31 de marzo de 2012

La subasta del lote 49, de Thomas Pynchon


Existe una máxima vital que dice que cualquier vida se puede dar por completa si se ha plantado un árbol, tenido un hijo y escrito un libro. Pues bien, en una zona de la región sur de Turquía existe no uno, sino varios árboles plantados por mí y que además crecen año a año –los sigo por Google Maps. Además este año ha nacido nuestro primer hijo. Para completarlo sólo faltaría escribir un libro, y aunque uno ha participado con varios capítulos diversas obras colectivas, es esta una cosa que no todos los mortales somos capaces de hacer debido a la extrema complejidad y disciplina que requiere la escritura de una obra. En su defecto podríamos variar la máxima vital hacia algo así: toda vida se puede dar por completa si se ha plantado un árbol, tenido un hijo y leído un libro de Thomas Pynchon. Pues bien, sólo queda decir Mission Accomplished.

No vamos a ocultar que este era nuestro segundo intento de leer a Pynchon. Ya hace unos años la disoluta vida a la que nos conducía el trabajo impidió completar Vineland. Y desde entonces ahí la tenemos, aparcada en la estantería. En espera de que nos olvidemos de las geniales imágenes californianas que en sus primeras 85 páginas –las leídas- nos brindó Thomas para volver a retomarla. 

Mientras, como uno es un hombre de retos, decidió que las horas de sueño robadas por el neonato se dedicarían a la lectura de la obra de Pynchon que parecía más asequible. Soy hombre de retos, pero no un suicida que se decida a leer obras postmodernas de más de mil páginas el mismo mes que ha de estar pendiente de una personita de cuatro kilos y de una heroína a la que colmar de atenciones.

El disparo de salida de La subasta del lote 49 consiste en la designación de Edipa Maas como albacea testamentaria de un examante que se ha hecho rico con el tiempo. Edipa no es más que un ama de casa, recién llegada de su reunión de tupperware semanal, pero no se amilana por nada. Abandona a su marido y se va a cumplir sus funciones de albacea sin siquiera sospechar que éstas la introducirán en una compleja trama de conspiraciones norteamericanas y europeas con varios siglos de historia.

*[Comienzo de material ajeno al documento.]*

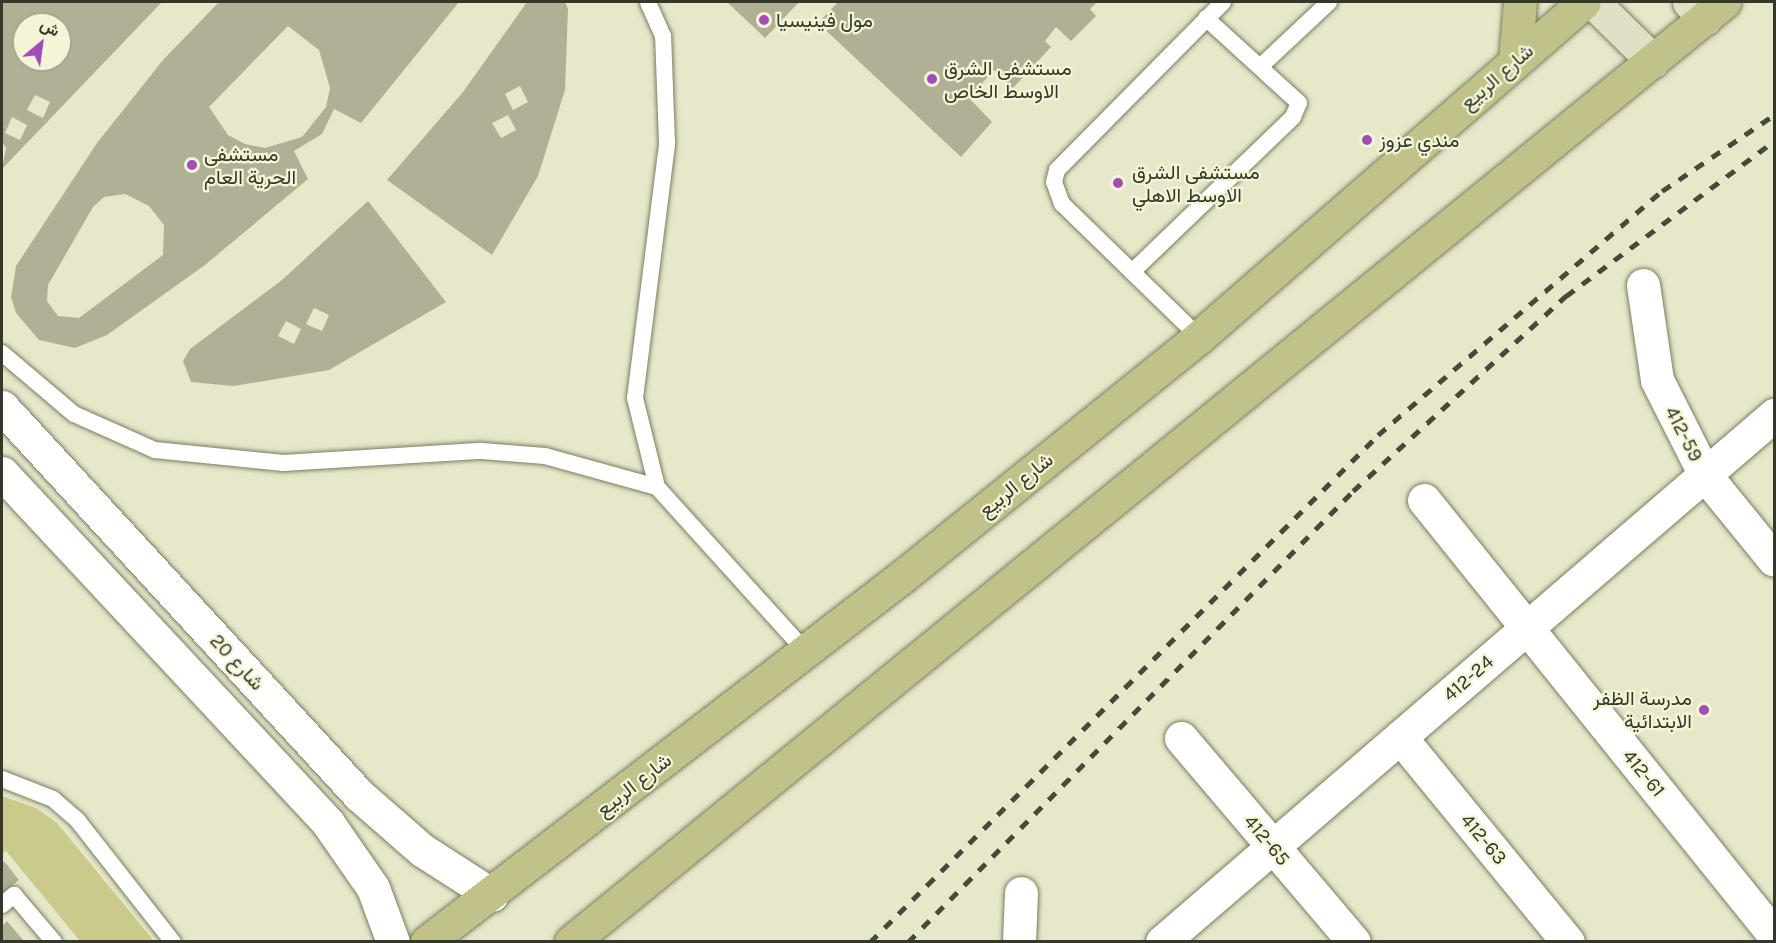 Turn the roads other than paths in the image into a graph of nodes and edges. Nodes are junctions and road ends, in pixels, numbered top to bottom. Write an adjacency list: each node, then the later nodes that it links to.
1 (648, 2): 20 (lane)
2 (1223, 2): 8 (lane)
3 (1329, 2): 11 (lane)
4 (1520, 2): 9 (main road)
5 (1584, 2): 9 (main road, شارع الربيع)
6 (1593, 2): 10 (street)
7 (1706, 7): 10 (main road)
8 (1206, 18): 11 (lane); 12 (lane)
9 (1515, 61): 14 (main road, شارع الربيع)
10 (1653, 61): 37 (main road)
11 (1262, 65): 12 (lane)
12 (1131, 272): 14 (lane)
13 (1643, 285): 19 (street, 412-59)
14 (1199, 337): 24 (main road, شارع الربيع)
15 (2, 353): 20 (lane)
16 (2, 407): 30 (street, شارع 20)
17 (1774, 415): 19 (street, 412-24)
18 (2, 473): 35 (street)
19 (1705, 475): 22 (street, 412-59); 23 (street, 412-24)
20 (657, 488): 24 (lane)
21 (1424, 500): 23 (street, 412-61)
22 (1774, 560)
23 (1527, 628): 25 (street, 412-24); 32 (street, 412-61)
24 (806, 652): 30 (main road, شارع الربيع)
25 (1400, 737): 28 (street, 412-24); 41 (street, 412-63)
26 (1180, 738): 28 (street, 412-65)
27 (2, 779): 34 (lane)
28 (1272, 846): 39 (street, 412-24); 40 (street, 412-65)
29 (1022, 893): 38 (street)
30 (492, 895): 36 (main road, شارع الربيع)
31 (2, 905): 33 (lane)
32 (1774, 935)
33 (54, 942)
34 (173, 942)
35 (393, 942)
36 (427, 942)
37 (571, 942)
38 (1019, 942)
39 (1161, 942)
40 (1354, 942)
41 (1568, 942)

El descubrimiento, y posterior obsesión, de un símbolo dibujado en la puerta de un lavabo público conduce a Edipa a preguntarse por ciertos interrogantes relacionados con la subasta. Conocerá así la existencia de Tristero, una agencia de correos clandestina que ya en siglos pasados resultó clave en guerras europeas y cuyas claves se relacionan con diferentes versiones de una misma obra de teatro.

El símbolo que encontrará Edipa Maas.
Un delirio, una invención de catastróficas e hilarantes consecuencias, lo que tuvo Pynchon con esta novela. Delirio porque la trama y la narración tienen esas particularidades de quienes describen mundos oníricos o desestructuran la literatura. Catastróficas e hilarantes consecuencias para el lector porque, además de ser extraordinariamente divertida, la obra deja en la retina del lector imágenes y mundos que se reproducen en otras obras. La catástrofe, la de verdad, consiste en llegar al final con la sensación de no haber entendido nada, pero de haber pasado por varios de los mejores pasajes que se han leído. Nada de bromas fáciles, nada de referencias culturales sencillas. Pynchon es un reto en sí mismo. Un reto de altura que muy pocos están en disposición de alcanzar. Yo, por ejemplo, no he podido alcanzarlo. Sé que se me han escapado millones de pequeños detalles. Sé también que esos detalles no son la alegoría de ningún poso de realidad, porque Pynchon no habla de los mismos temas que hablan otros escritores. ¡Es la postmodernidad, estúpido! Y así sigue, durante sus cortas 200 páginas, que se hacen largas en muchas ocasiones y cuyo final abierto se presta a cualquier tipo de interpretación.

Harold Bloom dice, al parecer, que para comprender algo de La subasta del lote 49 se ha de leer dos veces seguidas. Yo sólo le puedo responder dos cosas al gran Bloom. La primera, que ya son ganas de fastidiarle a uno los retos personales que se autoimpone. Y la segunda, que se la lea él un par de veces, si puede, mientras cambia pañales a las 4 de la mañana. Eso sí que es ser postmoderno.

Yo, por mi parte, me voy estudiando la historia de América, a ver si cuando lea algo de Maxon & Dixon entiendo algo más a parte de pasármelo como un enano.